What is the DAF and when is it filled in the UPSC calendar?
The DAF (Detailed Application Form) is filled twice: DAF-I after clearing Prelims (to confirm Mains eligibility) and DAF-II after clearing Mains (to prepare for the Personality Test). Both have strict, non-extendable deadlines set by UPSC.
What Is the DAF?
The Detailed Application Form (DAF) is a structured form through which UPSC collects personal, academic, work-experience, hobby, and service-preference data about each candidate. It is the primary document used by the interview board to frame questions during the Personality Test. Think of it not as an administrative requirement but as the script for a 30-minute directed conversation about your entire life.
Every entry — from the college you attended to the hobby you mentioned — is a potential question thread.

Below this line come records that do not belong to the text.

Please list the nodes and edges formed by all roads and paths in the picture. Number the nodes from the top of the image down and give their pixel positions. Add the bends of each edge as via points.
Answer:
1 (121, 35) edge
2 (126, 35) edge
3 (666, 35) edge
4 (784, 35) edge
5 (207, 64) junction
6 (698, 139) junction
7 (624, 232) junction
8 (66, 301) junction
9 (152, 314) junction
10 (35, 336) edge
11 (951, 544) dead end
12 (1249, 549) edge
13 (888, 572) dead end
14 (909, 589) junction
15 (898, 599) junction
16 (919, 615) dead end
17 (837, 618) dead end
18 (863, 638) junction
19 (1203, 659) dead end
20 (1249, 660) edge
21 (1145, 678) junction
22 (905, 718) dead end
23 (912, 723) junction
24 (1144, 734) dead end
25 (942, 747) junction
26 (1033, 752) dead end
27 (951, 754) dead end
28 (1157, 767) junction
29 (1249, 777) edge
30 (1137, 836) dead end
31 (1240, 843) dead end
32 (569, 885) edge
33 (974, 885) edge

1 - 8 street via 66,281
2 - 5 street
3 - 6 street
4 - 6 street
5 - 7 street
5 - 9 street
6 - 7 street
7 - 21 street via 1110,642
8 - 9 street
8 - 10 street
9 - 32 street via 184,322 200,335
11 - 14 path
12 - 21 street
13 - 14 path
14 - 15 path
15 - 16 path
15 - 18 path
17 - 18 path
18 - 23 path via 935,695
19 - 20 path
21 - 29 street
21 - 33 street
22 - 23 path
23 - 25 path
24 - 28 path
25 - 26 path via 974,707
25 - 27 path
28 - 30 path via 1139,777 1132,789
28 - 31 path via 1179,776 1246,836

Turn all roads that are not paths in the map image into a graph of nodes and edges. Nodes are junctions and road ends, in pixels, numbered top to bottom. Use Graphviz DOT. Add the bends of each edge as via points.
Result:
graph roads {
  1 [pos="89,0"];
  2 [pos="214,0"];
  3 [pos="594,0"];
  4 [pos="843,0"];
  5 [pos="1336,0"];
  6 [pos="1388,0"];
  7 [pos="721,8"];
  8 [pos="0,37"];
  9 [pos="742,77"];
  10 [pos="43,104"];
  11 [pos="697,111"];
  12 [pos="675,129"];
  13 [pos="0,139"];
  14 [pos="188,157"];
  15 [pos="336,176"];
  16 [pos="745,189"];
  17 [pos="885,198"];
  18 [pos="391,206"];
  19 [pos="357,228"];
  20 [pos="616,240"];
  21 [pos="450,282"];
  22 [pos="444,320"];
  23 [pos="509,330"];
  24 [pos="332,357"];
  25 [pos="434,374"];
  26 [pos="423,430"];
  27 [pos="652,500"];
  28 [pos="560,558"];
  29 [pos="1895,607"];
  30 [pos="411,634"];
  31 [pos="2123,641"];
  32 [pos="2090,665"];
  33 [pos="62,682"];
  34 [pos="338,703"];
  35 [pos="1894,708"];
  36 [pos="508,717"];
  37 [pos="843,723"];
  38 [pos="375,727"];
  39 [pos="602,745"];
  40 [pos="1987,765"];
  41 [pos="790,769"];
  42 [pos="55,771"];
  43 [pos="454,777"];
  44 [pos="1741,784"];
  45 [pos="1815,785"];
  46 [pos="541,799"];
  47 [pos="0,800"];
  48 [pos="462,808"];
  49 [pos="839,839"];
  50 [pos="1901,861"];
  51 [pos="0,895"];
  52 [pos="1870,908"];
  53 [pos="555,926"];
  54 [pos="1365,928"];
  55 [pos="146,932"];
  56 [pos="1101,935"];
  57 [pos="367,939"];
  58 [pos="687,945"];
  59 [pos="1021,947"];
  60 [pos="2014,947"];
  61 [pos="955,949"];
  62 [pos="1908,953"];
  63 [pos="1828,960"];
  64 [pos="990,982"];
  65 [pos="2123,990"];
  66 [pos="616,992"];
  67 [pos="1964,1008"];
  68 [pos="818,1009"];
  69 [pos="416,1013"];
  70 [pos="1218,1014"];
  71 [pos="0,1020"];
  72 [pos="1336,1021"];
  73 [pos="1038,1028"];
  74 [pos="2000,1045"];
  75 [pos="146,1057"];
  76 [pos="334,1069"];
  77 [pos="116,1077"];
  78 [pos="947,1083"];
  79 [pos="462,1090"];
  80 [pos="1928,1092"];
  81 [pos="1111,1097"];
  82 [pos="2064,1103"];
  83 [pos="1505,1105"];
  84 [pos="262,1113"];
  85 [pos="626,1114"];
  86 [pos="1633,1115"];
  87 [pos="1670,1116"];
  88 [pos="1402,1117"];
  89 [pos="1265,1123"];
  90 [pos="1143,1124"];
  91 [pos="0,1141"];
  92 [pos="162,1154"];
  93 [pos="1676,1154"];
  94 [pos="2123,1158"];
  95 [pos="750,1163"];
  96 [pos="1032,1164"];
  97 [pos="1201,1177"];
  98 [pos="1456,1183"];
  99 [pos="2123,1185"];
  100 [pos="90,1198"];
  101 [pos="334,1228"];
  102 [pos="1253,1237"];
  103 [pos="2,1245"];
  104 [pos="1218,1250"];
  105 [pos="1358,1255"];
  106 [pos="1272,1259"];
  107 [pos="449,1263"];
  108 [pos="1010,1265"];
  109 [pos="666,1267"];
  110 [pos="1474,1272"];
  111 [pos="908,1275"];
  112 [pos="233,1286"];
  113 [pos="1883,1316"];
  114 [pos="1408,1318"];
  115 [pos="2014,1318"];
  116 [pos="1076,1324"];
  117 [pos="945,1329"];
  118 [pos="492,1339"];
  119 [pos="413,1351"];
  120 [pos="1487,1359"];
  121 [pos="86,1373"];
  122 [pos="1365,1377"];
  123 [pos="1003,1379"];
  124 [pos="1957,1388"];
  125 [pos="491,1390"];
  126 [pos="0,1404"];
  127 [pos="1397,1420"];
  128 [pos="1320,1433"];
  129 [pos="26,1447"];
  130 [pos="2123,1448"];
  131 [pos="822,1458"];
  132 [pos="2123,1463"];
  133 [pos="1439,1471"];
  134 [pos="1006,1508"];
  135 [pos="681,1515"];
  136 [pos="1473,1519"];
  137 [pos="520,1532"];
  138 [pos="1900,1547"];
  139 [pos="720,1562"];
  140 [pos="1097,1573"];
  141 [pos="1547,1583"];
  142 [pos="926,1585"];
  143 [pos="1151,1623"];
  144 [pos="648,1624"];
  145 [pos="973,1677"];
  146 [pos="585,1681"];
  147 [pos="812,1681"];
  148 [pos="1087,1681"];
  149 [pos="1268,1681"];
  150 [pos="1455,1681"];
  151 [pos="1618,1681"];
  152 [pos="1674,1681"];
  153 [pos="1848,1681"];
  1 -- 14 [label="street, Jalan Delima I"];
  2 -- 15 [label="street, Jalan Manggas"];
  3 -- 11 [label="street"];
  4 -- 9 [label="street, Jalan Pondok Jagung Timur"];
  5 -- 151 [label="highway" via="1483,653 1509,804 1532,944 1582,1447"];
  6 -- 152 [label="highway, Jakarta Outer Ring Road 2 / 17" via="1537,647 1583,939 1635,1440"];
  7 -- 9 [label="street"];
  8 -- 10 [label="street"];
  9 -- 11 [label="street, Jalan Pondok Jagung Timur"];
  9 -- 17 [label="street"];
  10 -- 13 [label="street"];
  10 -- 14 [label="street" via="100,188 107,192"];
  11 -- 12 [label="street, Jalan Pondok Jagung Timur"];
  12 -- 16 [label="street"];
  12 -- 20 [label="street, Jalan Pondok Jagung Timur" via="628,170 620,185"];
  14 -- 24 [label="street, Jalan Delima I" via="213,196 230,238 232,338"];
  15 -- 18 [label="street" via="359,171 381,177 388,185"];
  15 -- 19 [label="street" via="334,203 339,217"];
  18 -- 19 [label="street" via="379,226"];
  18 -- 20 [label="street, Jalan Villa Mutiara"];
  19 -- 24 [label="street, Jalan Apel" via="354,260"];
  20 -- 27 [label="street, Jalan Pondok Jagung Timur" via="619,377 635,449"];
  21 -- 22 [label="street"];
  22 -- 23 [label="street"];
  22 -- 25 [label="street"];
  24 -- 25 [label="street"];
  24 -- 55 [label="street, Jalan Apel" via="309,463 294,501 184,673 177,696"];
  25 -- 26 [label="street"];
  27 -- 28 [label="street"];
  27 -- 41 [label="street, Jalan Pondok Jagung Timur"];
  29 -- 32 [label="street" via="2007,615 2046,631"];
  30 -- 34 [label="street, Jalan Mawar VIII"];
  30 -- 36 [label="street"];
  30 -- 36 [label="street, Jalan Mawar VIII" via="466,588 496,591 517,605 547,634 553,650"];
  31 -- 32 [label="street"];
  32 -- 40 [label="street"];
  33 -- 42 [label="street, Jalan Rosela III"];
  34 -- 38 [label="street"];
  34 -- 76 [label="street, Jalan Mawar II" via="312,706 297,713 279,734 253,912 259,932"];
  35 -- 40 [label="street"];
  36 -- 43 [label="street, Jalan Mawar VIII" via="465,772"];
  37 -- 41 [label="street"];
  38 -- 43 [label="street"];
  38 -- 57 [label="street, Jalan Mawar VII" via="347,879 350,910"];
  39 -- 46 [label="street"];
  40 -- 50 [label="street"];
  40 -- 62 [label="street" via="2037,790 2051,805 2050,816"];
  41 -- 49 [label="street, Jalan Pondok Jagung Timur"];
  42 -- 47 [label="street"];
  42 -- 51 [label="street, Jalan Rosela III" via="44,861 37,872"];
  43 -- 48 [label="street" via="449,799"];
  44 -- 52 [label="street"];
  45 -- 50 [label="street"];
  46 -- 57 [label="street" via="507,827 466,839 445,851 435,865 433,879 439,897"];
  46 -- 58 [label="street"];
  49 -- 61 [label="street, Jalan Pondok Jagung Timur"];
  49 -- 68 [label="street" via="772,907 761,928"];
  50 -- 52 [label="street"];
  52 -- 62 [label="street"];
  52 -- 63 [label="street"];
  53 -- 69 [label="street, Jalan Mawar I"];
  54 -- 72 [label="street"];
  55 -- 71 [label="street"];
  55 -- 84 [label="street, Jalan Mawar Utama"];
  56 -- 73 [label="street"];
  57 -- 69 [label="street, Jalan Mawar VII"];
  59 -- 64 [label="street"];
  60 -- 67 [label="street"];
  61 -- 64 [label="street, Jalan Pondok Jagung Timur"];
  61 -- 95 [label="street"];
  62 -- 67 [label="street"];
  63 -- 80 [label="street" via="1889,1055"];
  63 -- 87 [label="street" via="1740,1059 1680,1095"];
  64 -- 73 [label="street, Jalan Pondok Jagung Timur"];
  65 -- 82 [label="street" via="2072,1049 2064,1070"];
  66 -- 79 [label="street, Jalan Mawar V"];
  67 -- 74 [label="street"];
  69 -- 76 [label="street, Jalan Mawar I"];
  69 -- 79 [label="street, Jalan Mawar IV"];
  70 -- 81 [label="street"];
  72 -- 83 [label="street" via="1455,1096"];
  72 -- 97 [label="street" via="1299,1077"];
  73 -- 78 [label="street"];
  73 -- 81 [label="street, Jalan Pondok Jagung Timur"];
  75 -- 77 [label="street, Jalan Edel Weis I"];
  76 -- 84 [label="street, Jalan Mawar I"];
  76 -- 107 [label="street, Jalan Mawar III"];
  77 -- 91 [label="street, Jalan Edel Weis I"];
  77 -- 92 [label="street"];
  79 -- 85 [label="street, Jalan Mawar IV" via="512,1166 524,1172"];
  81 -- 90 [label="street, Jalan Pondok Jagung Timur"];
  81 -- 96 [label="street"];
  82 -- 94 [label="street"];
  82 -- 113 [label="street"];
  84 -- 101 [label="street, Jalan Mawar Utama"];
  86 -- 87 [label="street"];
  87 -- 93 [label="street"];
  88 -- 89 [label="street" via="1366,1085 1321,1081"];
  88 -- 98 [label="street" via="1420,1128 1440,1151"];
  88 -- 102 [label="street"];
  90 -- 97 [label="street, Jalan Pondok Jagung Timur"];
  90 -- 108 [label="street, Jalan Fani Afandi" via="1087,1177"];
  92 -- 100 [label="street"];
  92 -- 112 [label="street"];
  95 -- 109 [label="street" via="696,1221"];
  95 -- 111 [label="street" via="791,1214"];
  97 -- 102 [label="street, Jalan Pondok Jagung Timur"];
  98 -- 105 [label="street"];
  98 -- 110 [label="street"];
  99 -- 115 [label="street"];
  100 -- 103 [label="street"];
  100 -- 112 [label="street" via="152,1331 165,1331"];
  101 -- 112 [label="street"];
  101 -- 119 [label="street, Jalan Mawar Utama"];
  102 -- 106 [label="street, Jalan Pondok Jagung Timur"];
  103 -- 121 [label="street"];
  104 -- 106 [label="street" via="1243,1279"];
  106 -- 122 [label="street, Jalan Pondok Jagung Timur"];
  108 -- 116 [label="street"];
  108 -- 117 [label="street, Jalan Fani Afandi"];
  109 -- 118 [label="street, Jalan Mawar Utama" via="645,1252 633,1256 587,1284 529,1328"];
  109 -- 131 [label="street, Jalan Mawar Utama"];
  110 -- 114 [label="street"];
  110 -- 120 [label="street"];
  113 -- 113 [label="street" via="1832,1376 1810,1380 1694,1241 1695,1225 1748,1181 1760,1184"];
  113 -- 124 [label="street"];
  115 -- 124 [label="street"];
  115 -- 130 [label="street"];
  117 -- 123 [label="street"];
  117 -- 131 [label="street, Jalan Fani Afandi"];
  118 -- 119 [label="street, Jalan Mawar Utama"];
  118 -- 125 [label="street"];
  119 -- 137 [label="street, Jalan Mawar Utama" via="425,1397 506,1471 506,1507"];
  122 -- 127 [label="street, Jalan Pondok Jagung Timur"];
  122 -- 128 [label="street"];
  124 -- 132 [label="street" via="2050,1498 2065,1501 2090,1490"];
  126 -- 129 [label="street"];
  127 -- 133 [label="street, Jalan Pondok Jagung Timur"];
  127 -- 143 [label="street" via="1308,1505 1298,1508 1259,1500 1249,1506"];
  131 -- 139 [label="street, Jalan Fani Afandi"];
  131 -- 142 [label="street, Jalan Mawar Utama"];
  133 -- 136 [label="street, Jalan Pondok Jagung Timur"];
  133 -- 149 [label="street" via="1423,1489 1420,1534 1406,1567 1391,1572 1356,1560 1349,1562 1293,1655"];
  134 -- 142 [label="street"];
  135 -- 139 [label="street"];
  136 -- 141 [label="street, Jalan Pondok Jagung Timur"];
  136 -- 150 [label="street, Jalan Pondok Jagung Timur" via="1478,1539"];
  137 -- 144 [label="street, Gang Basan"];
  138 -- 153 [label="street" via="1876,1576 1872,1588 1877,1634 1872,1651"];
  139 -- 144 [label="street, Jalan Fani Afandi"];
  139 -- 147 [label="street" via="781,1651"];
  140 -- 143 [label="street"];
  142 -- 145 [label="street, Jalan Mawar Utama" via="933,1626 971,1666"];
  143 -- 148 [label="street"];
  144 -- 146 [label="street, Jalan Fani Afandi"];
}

Boards do not read DAFs casually; experienced interviewers scan for inconsistencies, interesting angles, and conversation starters within seconds of sitting down.
Two Stages of DAF in the UPSC Calendar
| Form | Trigger | Typical Window | Purpose |
|---|---|---|---|
| DAF-I | After Prelims result | ~10 days (e.g., 16–25 June 2025) | Confirms Mains eligibility; collects basic personal/academic data and initial service/cadre preferences |
| DAF-II | After Mains result | ~15 days (e.g., 13–27 Nov 2025) | Detailed form that forms the basis of interview questions; verifies/updates information |
Key Calendar Facts (CSE 2025 Cycle)
- DAF-I window: 16 June 2025 to 25 June 2025 (6 PM)
- A fee of Rs 200 applies (exempted for female, SC, ST, PwBD candidates)
- DAF-II window: 13 November 2025 to 27 November 2025 (6 PM)
- Interviews began January 2026 at Dholpur House, New Delhi
- Missing either deadline disqualifies the candidate from the next stage
The Golden Rule: Only Write What You Can Defend for 10 Minutes
This is the single most important principle for filling the DAF. Every field you fill becomes fair game for sustained probing. The board is not looking for completeness — it is looking for authenticity. A candidate who lists two hobbies and can speak about each for fifteen minutes is far better positioned than one who lists six hobbies and stumbles at the third follow-up question.
Apala Mishra (IFS, AIR 9, CSE 2020, Interview score: 215/275 — the highest in five years at that time) explicitly advised: do not put down any achievement or hobby that you cannot explain, as interviewers are likely to see through it immediately. Her own DAF was carefully curated, and the board spent over 12 minutes exploring threads she had deliberately planted.
The 7-Day DAF-II Preparation Workflow
After Mains results are declared, most candidates have 10–15 days to fill DAF-II. The following workflow maximises strategic use of that window:
| Day | Task |
|---|---|
| Day 1 | Gather all original documents — degree certificates, mark sheets, appointment letters, award certificates, NCC certificate, NSS records. Verify every date and name matches the documents exactly. |
| Day 2 | List 5 potential hobbies, then ruthlessly cut to 2–3 that you can genuinely defend for 10+ minutes each. Test yourself: can you name recent developments, famous practitioners, a personal anecdote, and a governance connection? |
| Day 3 | Write a one-page note for each DAF entry — hobby, work experience role, optional subject angle, graduation subject angle, home state facts. These notes become your preparation base. |
| Day 4 | Decide service and cadre preferences with a 30-second spoken defence for each. Say it aloud. If you cannot articulate why you want Cadre X in 30 seconds, you are not ready to write it. |
| Day 5–6 | Share your draft DAF with a senior aspirant, a mentor, or a retired officer. Ask them to quiz you on every entry for 20 minutes. Note every question you cannot answer fluently. |
| Day 7 | Final read-aloud. Read the entire form as if you are an interviewer seeing it for the first time. Flag anything that sounds inconsistent, vague, or unverifiable. Submit only after this pass. |
What Are Anchor Entries?
An anchor entry is a DAF item strategically placed to steer the board toward a conversation thread where you are strongest. Examples:
- A candidate interested in urban governance lists 'trekking in the Himalayan foothills' — this anchors a conversation about disaster preparedness, NDMA, and mountain ecology, all of which they are well-prepared for.
- A candidate who volunteered at an NGO working on digital literacy lists it under positions held — anchoring a conversation about digital divide policy, BharatNet, and rural connectivity.
Anchor entries work because boards follow the path of least resistance: they go where the conversation flows naturally. If your DAF plants a rich thread early in the interview, the board often stays with it for ten to fifteen minutes, limiting exposure to areas where you are weaker.
Why It Matters
Nearly 70–80% of interview questions originate from DAF-I and DAF-II entries. Every field — hobbies, work experience, educational background, positions held — is a potential question thread. Treat the DAF not as a form to fill but as a script for your interview.